Regen als Spielverderber am Mittwoch
Nur drei Einzel-Matches konnten bei den BOSS OPEN am Mittwoch gespielt werden. Dabei schieden die letzten beiden verbliebenen deutschen Teilnehmer nach jeweils hartem Kampf aus.
Yannick Hanfmann scheiterte in drei Sätzen 5:7, 7:6 (4), 2:6 am Italiener Mattia Bellucci. Im ersten Satz vergab der 34-jährige Deutsche nicht weniger als sechs Breakbälle und kassierte im Gegenzug ausgerechnet das Break zum 5:7. Im zweiten Satz wehrte Hanfmann bei eigenem Aufschlag zwei Matchbälle ab, rettete sich ins Tiebreak und holte sich dieses mit 7-4. Der Entscheidungssatz war dann eine glatte Angelegenheit für den in der Weltrangliste knapp zwanzig Plätze schlechter klassierten Italiener. Bellucci zog mit einem Doppelbreak auf 4:1 davon, in der folgenden Wechselpause musste sich Hanfmann vom Physiotherapeuten am Rücken behandeln lassen, konnte das Ruder aber nicht mehr herumreißen.
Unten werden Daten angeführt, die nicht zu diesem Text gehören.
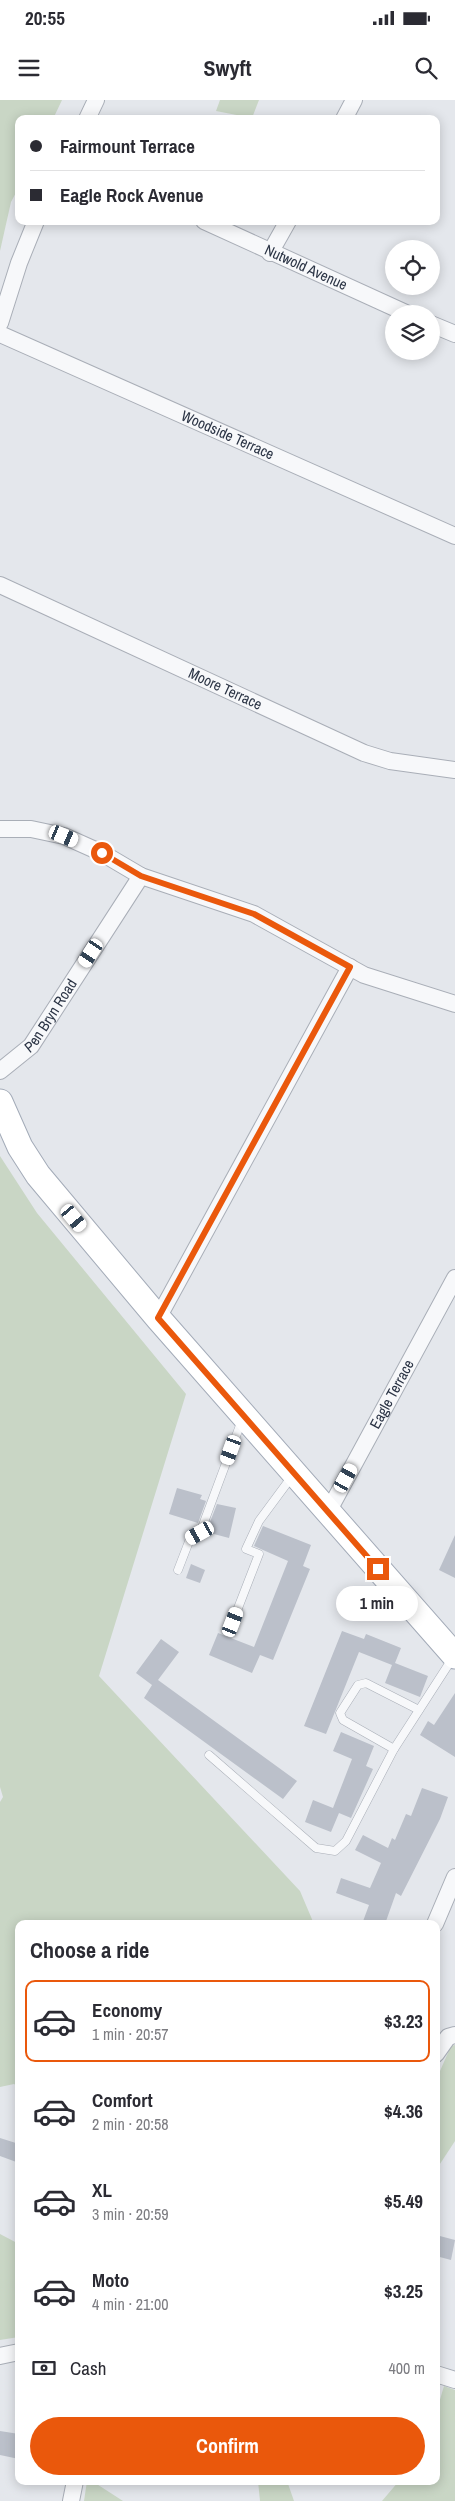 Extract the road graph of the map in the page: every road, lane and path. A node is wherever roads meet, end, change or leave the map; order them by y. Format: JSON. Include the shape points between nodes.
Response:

Damit muss Hanfmann weiter auf seinen 100. Sieg auf der ATP-Tour und seinen ersten Viertelfinaleinzug bei den BOSS OPEN warten. „Er ist als Linkshänder ein unangenehmer Gegner, spielt eine sehr flache Rückhand, ist extrem athletisch und stellt dich immer vor neue Aufgaben“, erklärte Hanfmann nach dem Spiel. Die Behandlungspause ließ er nicht als Grund für die Niederlage gelten: „Ich bin relativ groß und muss bei vielen Bällen sehr tief heruntergehen. Mein Rücken ist da leider ein wenig anfällig. Gerade zu Beginn der Rasensaison ist es hilfreich, wenn man einen Tag Pause zwischen Matches hätte, aber die gab es diesmal nicht. Am Ende haben einfach ein oder zwei Prozent gefehlt und auf diesem Niveau wird es dann schnell schwierig.“
Den Aufstieg ins Viertelfinale verpasste auch Jan-Lennard Struff. Gegen den Kasachen Alexander Bublik, die Nummer 11 der Welt, zog der Warsteiner ebenfalls in drei Sätzen 6:7 (3), 6:3, 2:6 den Kürzeren. Der erste Satz ging ohne Aufschlagverluste über die Bühne. Im zweiten Satz breakte Struff rasch zum 2:0 und hielt das Break zum sicheren Satzgewinn. Im Entscheidungssatz drehte sich das Blatt wieder zugunsten des Kasachen. Diesmal war es Bublik, dem das frühe Break zum 2:0 gelang, dem ließ er noch ein weiteres zum 6:2 folgen – nach 1:43 Stunden verwandelte Bublik seinen zweiten Matchball.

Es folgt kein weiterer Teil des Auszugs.